Sur la demande d'annulation de l'engagement de caution

Se prévalant de l'article L.650-1 alinéa 2 du code de commerce et de la possibilité d'invoquer les exceptions inhérentes à la dette, M. [Z] demande que soit prononcé l'annulation de son engagement de caution en raison de l'immixtion de la Caisse régionale de crédit agricole dans ses affaires personnelles, cette dernière selon lui ayant prélevé sur le compte de l'EURL GNVI et sans son autorisation des sommes destinées à créditer un compte personnel ouvert au nom de M. et Mme [Z] sur lequel étaient prélevées les échéances de remboursement d'un prêt immobilier. Il affirme que cette immixtion constitue une faute ayant eu pour conséquence d'accroître le débit en compte de l'EURL dans le seul intérêt de la banque, et qu'elle a privé l'EURL de la possibilité de régler certains créanciers et fournisseurs.

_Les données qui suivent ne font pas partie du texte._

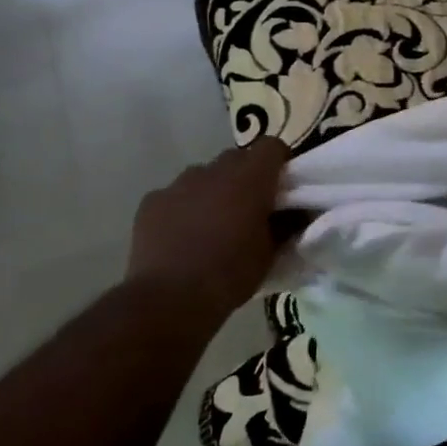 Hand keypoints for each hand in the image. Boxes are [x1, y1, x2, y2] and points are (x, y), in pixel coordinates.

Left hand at [126, 137, 290, 316]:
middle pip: (236, 158)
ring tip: (212, 226)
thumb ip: (284, 226)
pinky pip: (175, 195)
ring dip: (213, 192)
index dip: (280, 162)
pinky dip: (182, 208)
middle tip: (249, 209)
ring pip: (203, 176)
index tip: (282, 187)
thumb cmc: (229, 275)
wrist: (169, 299)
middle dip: (246, 177)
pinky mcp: (151, 201)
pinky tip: (181, 238)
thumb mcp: (270, 255)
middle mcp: (213, 171)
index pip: (272, 147)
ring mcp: (178, 184)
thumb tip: (295, 214)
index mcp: (249, 179) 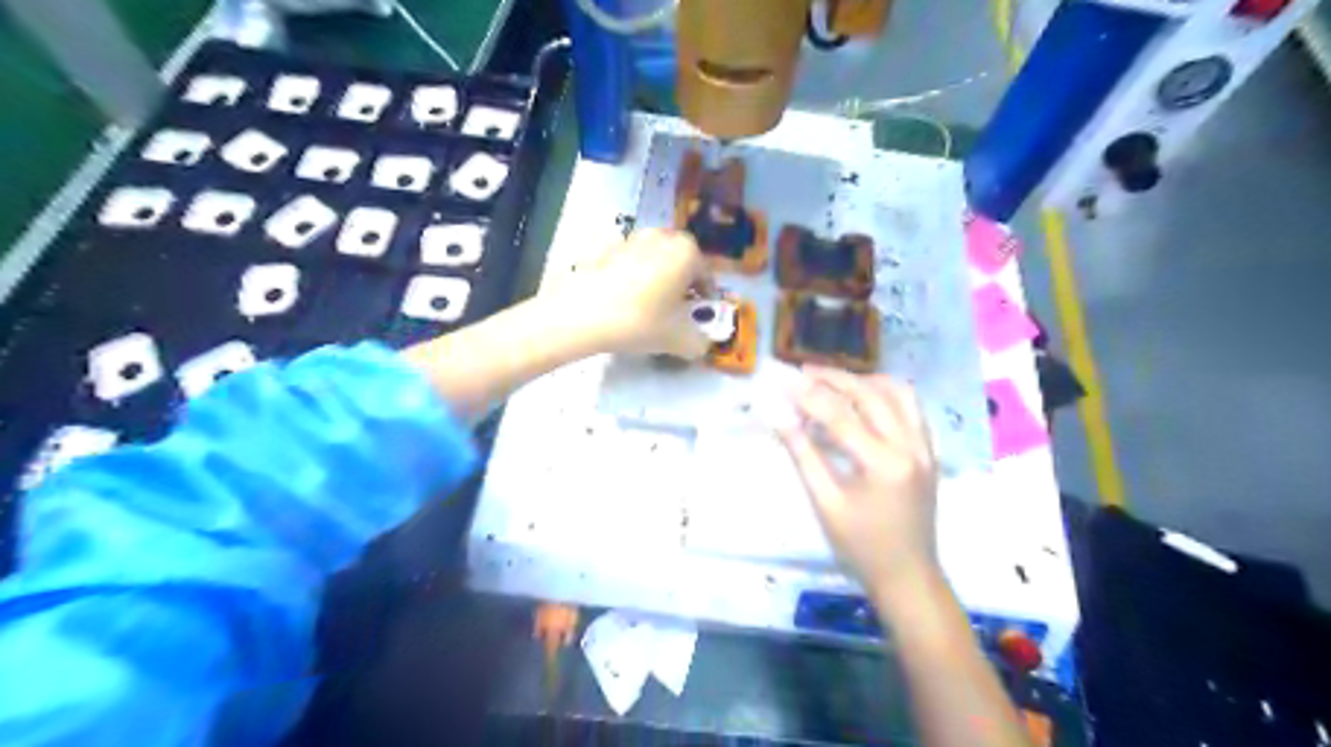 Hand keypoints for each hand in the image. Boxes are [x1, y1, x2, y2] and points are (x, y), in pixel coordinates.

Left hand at [549, 228, 717, 359]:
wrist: (581, 314)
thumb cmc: (640, 322)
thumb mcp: (681, 341)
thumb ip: (701, 342)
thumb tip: (702, 342)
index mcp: (687, 252)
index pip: (707, 277)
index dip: (706, 299)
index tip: (698, 317)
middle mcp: (662, 237)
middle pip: (680, 263)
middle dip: (681, 285)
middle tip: (675, 311)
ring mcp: (630, 238)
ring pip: (654, 260)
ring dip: (656, 278)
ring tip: (647, 306)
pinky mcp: (604, 248)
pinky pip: (628, 264)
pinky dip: (630, 278)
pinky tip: (622, 301)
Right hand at [775, 366, 940, 600]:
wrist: (907, 576)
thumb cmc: (860, 547)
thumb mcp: (825, 503)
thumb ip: (802, 453)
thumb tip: (777, 416)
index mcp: (883, 463)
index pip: (840, 414)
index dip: (807, 395)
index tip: (782, 382)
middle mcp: (910, 446)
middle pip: (871, 394)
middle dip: (835, 379)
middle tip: (804, 372)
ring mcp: (925, 447)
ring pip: (899, 393)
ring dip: (865, 380)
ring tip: (834, 381)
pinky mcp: (929, 451)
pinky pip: (912, 408)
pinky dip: (887, 394)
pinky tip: (865, 399) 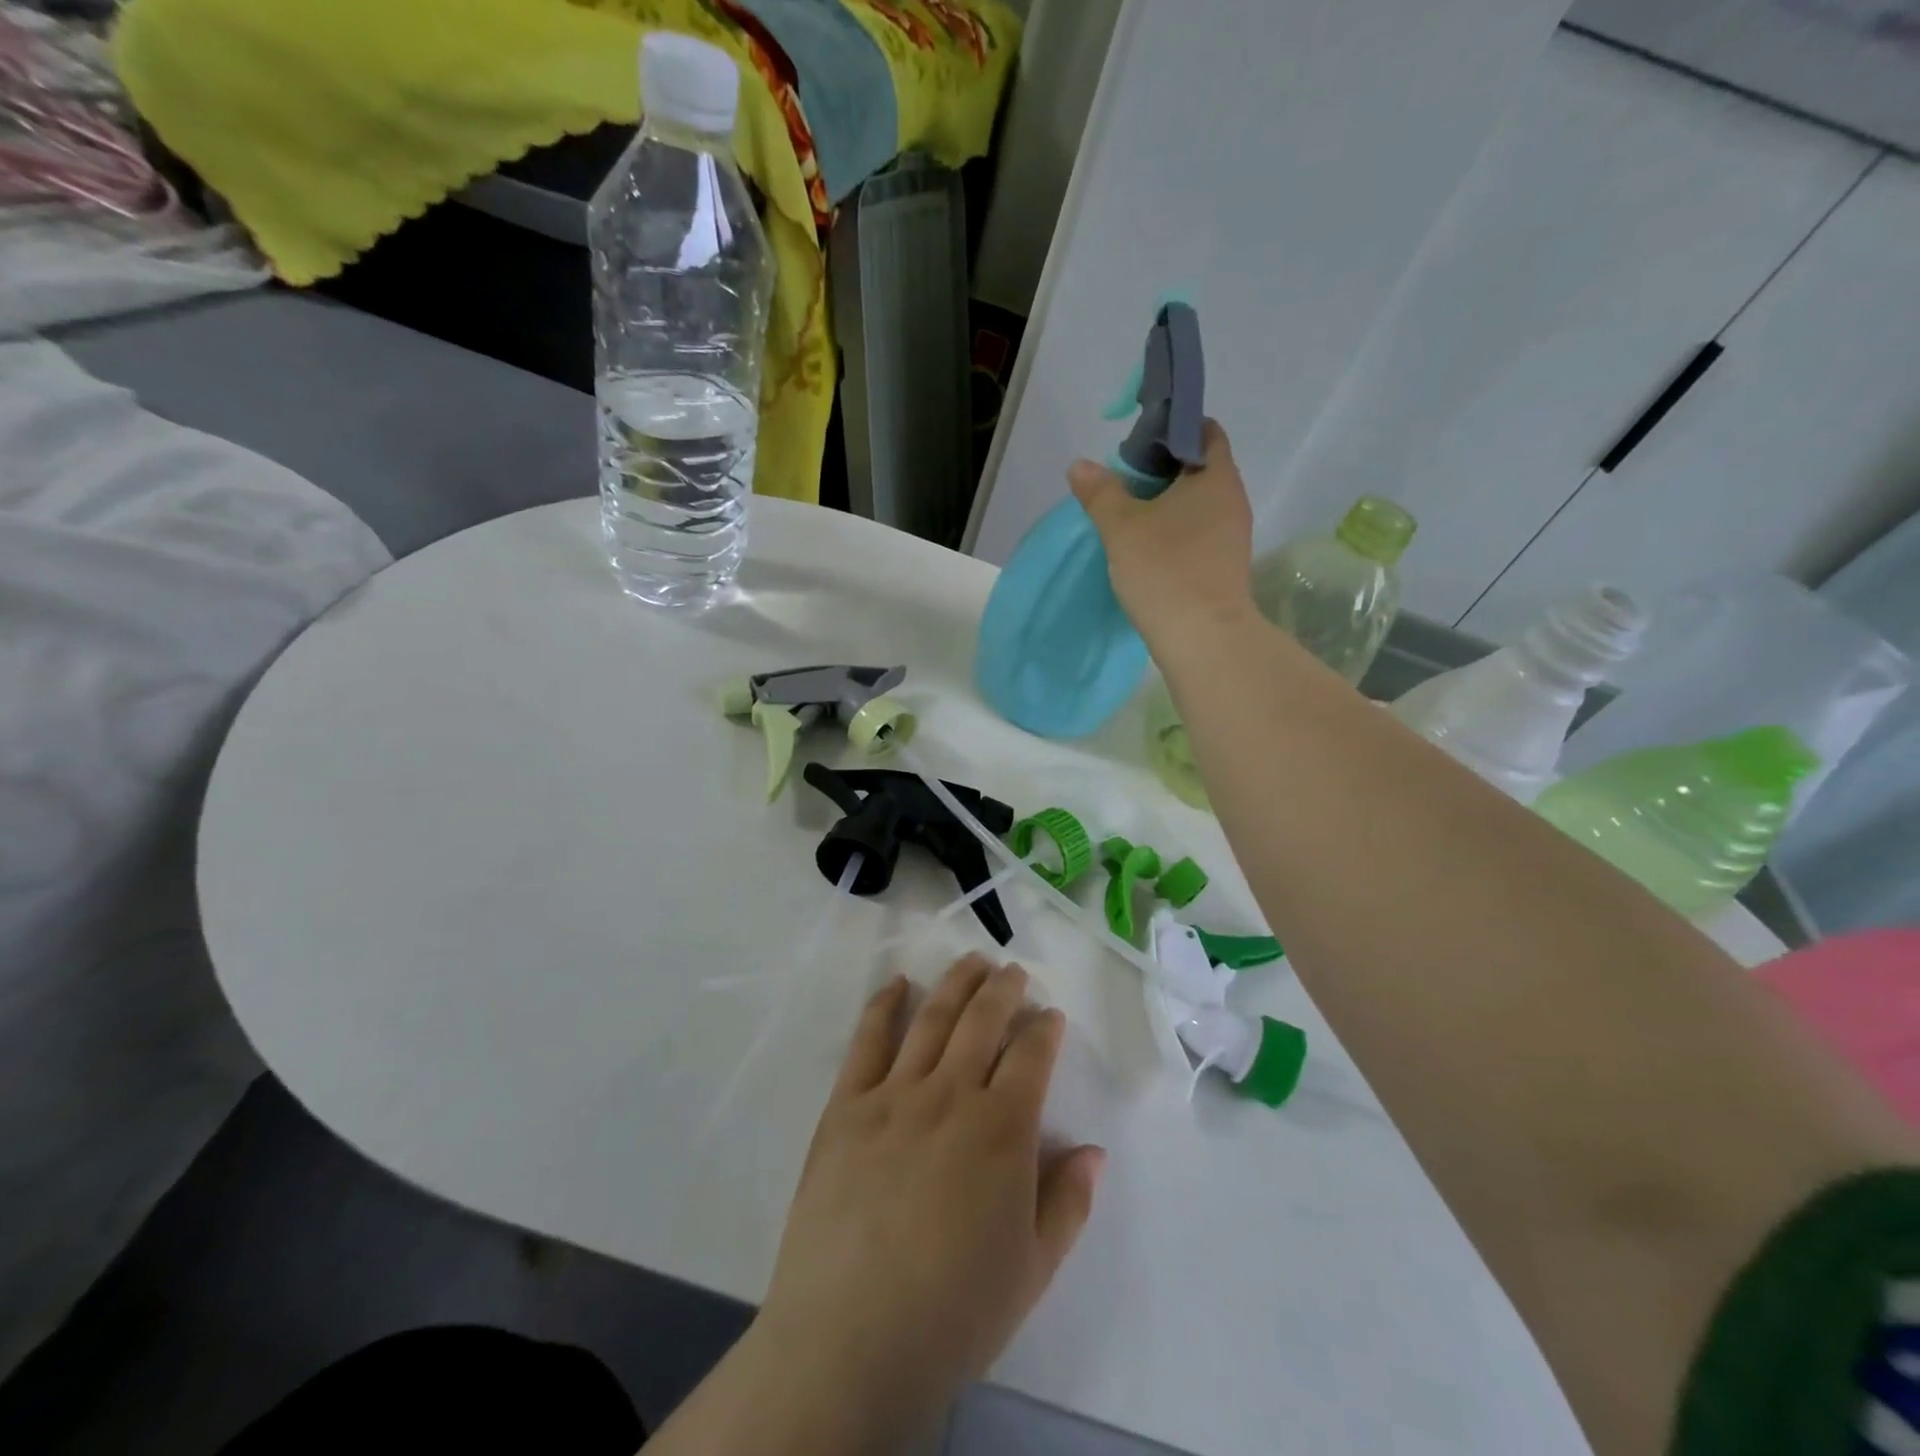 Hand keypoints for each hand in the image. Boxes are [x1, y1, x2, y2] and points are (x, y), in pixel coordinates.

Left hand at [754, 956, 1105, 1427]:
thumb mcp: (1033, 1269)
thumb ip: (1068, 1202)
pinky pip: (868, 1040)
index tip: (1050, 1014)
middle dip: (1004, 988)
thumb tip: (1091, 1150)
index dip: (1044, 1028)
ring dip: (956, 983)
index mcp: (1002, 1130)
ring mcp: (894, 1094)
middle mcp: (951, 1095)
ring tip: (971, 961)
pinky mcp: (846, 1105)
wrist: (850, 1341)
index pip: (1031, 1056)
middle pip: (983, 1021)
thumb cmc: (954, 1312)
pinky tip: (897, 984)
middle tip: (1013, 971)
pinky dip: (884, 1004)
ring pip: (932, 1018)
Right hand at [1070, 418, 1256, 648]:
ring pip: (1199, 506)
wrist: (1202, 638)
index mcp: (1216, 477)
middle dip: (1164, 471)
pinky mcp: (1225, 568)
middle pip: (1200, 470)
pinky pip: (1199, 535)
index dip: (1173, 429)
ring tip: (1131, 518)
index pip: (1204, 432)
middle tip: (1124, 482)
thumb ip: (1101, 493)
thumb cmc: (1165, 569)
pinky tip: (1148, 550)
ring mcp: (1233, 537)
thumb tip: (1080, 466)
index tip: (1140, 443)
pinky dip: (1176, 533)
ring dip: (1168, 506)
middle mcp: (1232, 500)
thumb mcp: (1122, 527)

Il soutient que ces prélèvements sans autorisation s'élèvent à la somme de 15'996 € et que consécutivement à l'annulation de son engagement il doit être indemnisé du préjudice subi à hauteur de ce montant au titre d'un préjudice matériel et de la somme de 8'000 € au titre d'un préjudice pour violation de sa vie privée.

La Caisse régionale de crédit agricole soutient que M. [Z] doit être débouté de cette demande dans la mesure où il se prévaut d'une exception purement personnelle et non d'une exception inhérente à la dette, dans la mesure où la prétendue ingérence a pour but de protéger le débiteur en sa personne.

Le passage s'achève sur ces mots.